While it hasn’t gotten much attention, Biden’s campaign pledge to deal with the long-standing disparity in research grants encourages HBCUs.

For decades, and really for as long as historically Black colleges and universities have existed, those running and doing research at the institutions have been angered that the deck has been stacked against their getting federal grants to do research.

Far more of the $100 billion-plus federal agencies give higher education in research and development grants tend to go to the big — predominantly white — institutions.

When Ivory Toldson, who’d been executive director of the White House Initiative on Historically Black Colleges and Universities in the Obama administration, examined the disparity in 2016, he noted this: in 2014 Johns Hopkins University received $1.6 billion in federal, state and local grants and contracts, more than the $1.2 billion all of the nation’s HBCUs, combined, received that year.

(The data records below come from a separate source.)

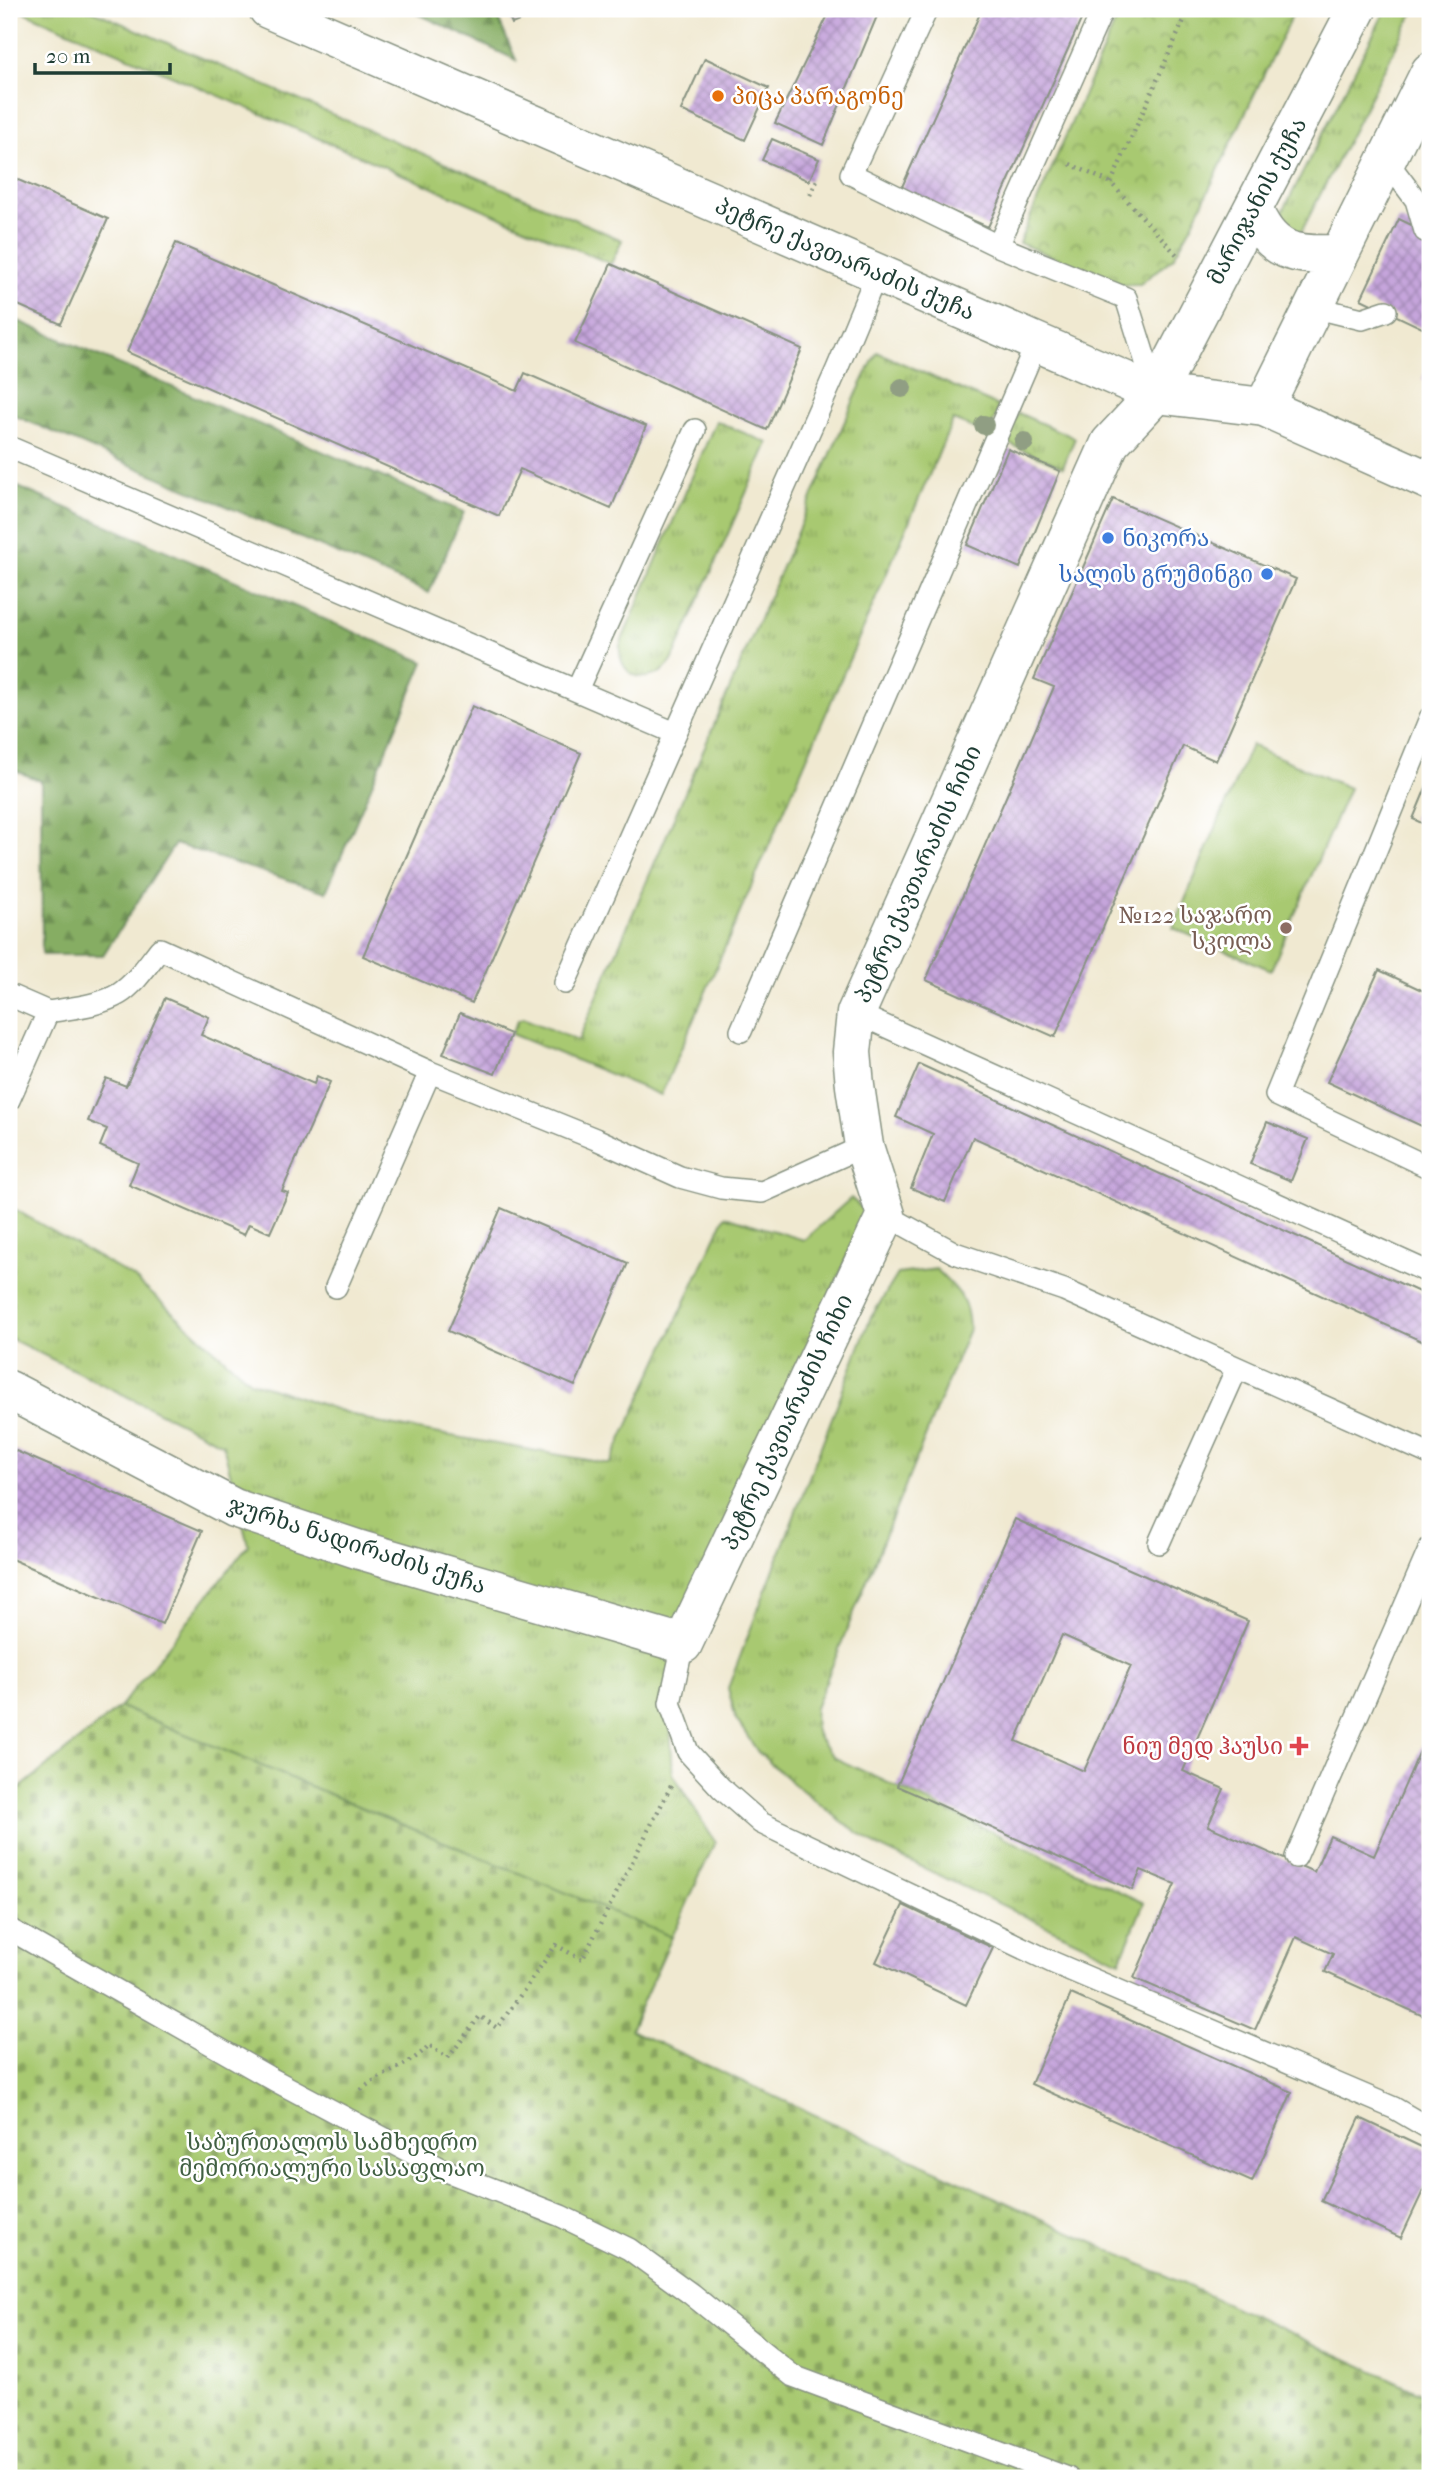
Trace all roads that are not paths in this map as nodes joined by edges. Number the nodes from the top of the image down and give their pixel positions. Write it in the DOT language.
graph roads {
  1 [pos="927,9"];
  2 [pos="1103,9"];
  3 [pos="1357,9"];
  4 [pos="289,13"];
  5 [pos="1430,72"];
  6 [pos="1386,160"];
  7 [pos="1253,209"];
  8 [pos="1425,231"];
  9 [pos="999,246"];
  10 [pos="1338,254"];
  11 [pos="877,273"];
  12 [pos="1313,307"];
  13 [pos="1386,312"];
  14 [pos="1037,342"];
  15 [pos="1156,394"];
  16 [pos="1264,407"];
  17 [pos="695,430"];
  18 [pos="9,447"];
  19 [pos="1430,481"];
  20 [pos="577,690"];
  21 [pos="1430,718"];
  22 [pos="675,733"];
  23 [pos="565,983"];
  24 [pos="9,995"];
  25 [pos="48,1012"];
  26 [pos="856,1013"];
  27 [pos="741,1031"];
  28 [pos="430,1072"];
  29 [pos="9,1100"];
  30 [pos="864,1146"];
  31 [pos="1430,1168"];
  32 [pos="886,1215"];
  33 [pos="1430,1273"];
  34 [pos="336,1287"];
  35 [pos="1237,1368"];
  36 [pos="9,1391"];
  37 [pos="1430,1454"];
  38 [pos="1159,1543"];
  39 [pos="1430,1548"];
  40 [pos="682,1644"];
  41 [pos="1296,1857"];
  42 [pos="9,1929"];
  43 [pos="1430,2129"];
  44 [pos="1068,2478"];
  1 -- 9 [label="lane"];
  2 -- 9 [label="lane"];
  3 -- 7 [label="street, მარიჯანის ქუჩა"];
  4 -- 11 [label="street, პეტრე ქავთარაძის ქუჩა"];
  5 -- 6 [label="street"];
  6 -- 8 [label="lane"];
  6 -- 10 [label="street"];
  7 -- 10 [label="street"];
  7 -- 15 [label="street, მარიჯანის ქუჩა"];
  9 -- 15 [label="lane"];
  10 -- 12 [label="street"];
  11 -- 14 [label="street, პეტრე ქავთარაძის ქუჩა"];
  11 -- 22 [label="lane"];
  12 -- 13 [label="lane"];
  12 -- 16 [label="street"];
  14 -- 15 [label="street, პეტრე ქავთარაძის ქუჩა"];
  14 -- 27 [label="lane"];
  15 -- 16 [label="street, პეტრე ქავთარაძის ქუჩა"];
  15 -- 26 [label="street, პეტრე ქავთარაძის ჩიხი"];
  16 -- 19 [label="street, პეტრე ქავთარაძის ქუჩა"];
  17 -- 20 [label="lane"];
  18 -- 20 [label="lane"];
  20 -- 22 [label="lane"];
  21 -- 31 [label="lane"];
  22 -- 23 [label="lane"];
  24 -- 25 [label="lane"];
  25 -- 28 [label="lane"];
  25 -- 29 [label="lane"];
  26 -- 30 [label="street, პეტრე ქავთარაძის ჩიხი"];
  26 -- 33 [label="lane"];
  28 -- 30 [label="lane"];
  28 -- 34 [label="lane"];
  30 -- 32 [label="street, პეტრე ქავთარაძის ჩიხი"];
  32 -- 35 [label="lane"];
  32 -- 40 [label="street, პეტრე ქავთარაძის ჩიხი"];
  35 -- 37 [label="lane"];
  35 -- 38 [label="lane"];
  36 -- 40 [label="street, ჯურხა ნადირაძის ქუჩა"];
  39 -- 41 [label="lane"];
  40 -- 43 [label="lane"];
  42 -- 44 [label="lane"];
}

But there’s growing optimism the long-standing disparity may change. Little noticed during the campaign was a pledge by President-elect Joe Biden to take on the issue. And as he prepares to take office at a time when the nation is confronting systemic racism, his vice president will be Kamala Harris, the first graduate of a historically Black university in the position. A member of his transition’s advisory team, Tony Allen, is president of Delaware State University, an HBCU, with a long relationship with Biden — he was Biden’s speechwriter in the Senate.

Biden, in the higher education plan he released during the campaign, included spending $20 billion to help HBCUs and other minority-serving institutions catch up on having the state-of-the-art research facilities they need to compete with the larger institutions, as well as another $10 billion to create centers of excellence at colleges whose main focus is on educating students of color. Biden pledged, as well, to require his agencies to examine whether there has been a disparity in the amount of grants and contracts they’ve given HBCUs and other institutions serving minorities, and then to fix it.

The long-standing complaint was raised by HBCU presidents about three weeks ago during a videoconference call with Harris, said Harry Williams, president and CEO of the Thurgood Marshall College Fund, which organized the call with the United Negro College Fund.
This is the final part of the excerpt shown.